** Study material follows **

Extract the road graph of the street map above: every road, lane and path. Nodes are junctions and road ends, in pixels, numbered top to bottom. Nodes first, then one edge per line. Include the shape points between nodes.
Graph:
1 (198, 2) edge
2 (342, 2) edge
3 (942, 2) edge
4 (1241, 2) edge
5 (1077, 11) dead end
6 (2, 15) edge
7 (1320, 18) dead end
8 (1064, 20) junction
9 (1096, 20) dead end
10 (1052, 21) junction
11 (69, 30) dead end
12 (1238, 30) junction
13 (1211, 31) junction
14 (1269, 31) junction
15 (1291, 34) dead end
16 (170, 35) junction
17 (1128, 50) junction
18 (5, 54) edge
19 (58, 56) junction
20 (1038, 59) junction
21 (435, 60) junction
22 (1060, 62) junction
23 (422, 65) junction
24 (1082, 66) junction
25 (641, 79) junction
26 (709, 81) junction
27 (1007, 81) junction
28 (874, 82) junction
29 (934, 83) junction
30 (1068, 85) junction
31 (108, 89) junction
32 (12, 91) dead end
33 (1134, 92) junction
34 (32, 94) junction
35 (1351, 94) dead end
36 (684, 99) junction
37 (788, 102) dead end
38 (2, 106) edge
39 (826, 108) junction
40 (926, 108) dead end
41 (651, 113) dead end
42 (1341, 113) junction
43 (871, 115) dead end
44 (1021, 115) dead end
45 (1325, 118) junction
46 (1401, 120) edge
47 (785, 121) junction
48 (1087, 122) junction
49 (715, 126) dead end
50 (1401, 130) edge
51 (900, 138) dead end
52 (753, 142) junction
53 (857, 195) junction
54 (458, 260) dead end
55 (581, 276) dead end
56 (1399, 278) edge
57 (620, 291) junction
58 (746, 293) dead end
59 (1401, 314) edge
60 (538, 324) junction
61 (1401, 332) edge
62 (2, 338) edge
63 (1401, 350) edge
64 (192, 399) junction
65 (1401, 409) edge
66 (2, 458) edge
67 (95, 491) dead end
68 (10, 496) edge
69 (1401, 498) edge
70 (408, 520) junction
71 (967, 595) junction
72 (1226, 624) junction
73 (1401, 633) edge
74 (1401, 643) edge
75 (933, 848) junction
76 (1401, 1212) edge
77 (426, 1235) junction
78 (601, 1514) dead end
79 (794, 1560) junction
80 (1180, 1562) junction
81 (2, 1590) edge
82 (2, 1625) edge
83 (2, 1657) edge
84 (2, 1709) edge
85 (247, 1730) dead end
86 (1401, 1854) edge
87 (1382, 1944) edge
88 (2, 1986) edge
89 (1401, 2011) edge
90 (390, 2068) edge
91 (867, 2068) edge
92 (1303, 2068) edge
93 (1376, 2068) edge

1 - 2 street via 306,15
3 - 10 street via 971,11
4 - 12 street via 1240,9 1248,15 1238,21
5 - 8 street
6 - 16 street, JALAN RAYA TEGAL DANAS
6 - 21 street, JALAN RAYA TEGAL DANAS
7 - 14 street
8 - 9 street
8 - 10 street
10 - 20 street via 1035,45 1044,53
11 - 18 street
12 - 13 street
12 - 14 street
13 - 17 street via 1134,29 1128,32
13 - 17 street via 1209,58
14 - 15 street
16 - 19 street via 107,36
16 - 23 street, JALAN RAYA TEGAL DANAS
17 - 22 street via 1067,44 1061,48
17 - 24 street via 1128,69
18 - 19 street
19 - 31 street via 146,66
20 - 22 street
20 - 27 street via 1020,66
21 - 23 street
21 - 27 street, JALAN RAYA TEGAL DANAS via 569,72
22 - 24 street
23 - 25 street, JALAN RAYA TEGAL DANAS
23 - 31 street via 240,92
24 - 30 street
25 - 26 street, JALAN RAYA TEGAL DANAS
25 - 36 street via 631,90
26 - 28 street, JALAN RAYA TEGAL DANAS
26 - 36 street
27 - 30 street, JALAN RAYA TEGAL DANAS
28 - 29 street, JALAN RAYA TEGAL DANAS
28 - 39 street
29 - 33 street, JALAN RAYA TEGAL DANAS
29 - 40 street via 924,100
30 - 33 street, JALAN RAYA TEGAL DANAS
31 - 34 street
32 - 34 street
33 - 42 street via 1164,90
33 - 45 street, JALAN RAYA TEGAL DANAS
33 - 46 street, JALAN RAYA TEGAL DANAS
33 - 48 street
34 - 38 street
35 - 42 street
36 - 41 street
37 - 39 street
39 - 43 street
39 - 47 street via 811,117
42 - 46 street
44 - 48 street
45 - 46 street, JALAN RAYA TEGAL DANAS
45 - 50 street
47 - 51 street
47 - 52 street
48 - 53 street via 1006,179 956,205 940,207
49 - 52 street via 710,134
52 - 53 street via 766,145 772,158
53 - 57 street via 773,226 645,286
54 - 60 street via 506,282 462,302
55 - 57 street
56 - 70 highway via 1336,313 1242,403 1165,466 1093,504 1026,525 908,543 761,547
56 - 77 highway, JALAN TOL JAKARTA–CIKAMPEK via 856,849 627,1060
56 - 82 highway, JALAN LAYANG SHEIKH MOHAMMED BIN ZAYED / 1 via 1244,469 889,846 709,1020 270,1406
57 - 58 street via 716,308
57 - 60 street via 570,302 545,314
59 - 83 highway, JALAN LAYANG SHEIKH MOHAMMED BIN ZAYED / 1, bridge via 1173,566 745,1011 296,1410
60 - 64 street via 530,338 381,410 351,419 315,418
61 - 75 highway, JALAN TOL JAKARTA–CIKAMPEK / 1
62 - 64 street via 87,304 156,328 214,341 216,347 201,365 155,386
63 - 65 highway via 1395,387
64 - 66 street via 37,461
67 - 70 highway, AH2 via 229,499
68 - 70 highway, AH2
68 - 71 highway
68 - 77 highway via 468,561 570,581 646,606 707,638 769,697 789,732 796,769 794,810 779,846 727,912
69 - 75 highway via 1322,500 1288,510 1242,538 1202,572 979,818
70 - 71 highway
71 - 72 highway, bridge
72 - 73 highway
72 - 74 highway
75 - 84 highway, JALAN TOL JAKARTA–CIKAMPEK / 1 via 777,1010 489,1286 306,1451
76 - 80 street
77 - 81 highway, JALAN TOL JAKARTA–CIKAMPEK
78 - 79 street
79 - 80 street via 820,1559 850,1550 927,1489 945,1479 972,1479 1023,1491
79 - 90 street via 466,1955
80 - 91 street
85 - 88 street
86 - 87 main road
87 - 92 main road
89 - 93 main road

** End of Study material **

> **Problem**
Where a line of the data holds "MOHAMMED", show that line.

> **Exercise solution**
56 - 82 highway, JALAN LAYANG SHEIKH MOHAMMED BIN ZAYED / 1 via 1244,469 889,846 709,1020 270,1406
59 - 83 highway, JALAN LAYANG SHEIKH MOHAMMED BIN ZAYED / 1, bridge via 1173,566 745,1011 296,1410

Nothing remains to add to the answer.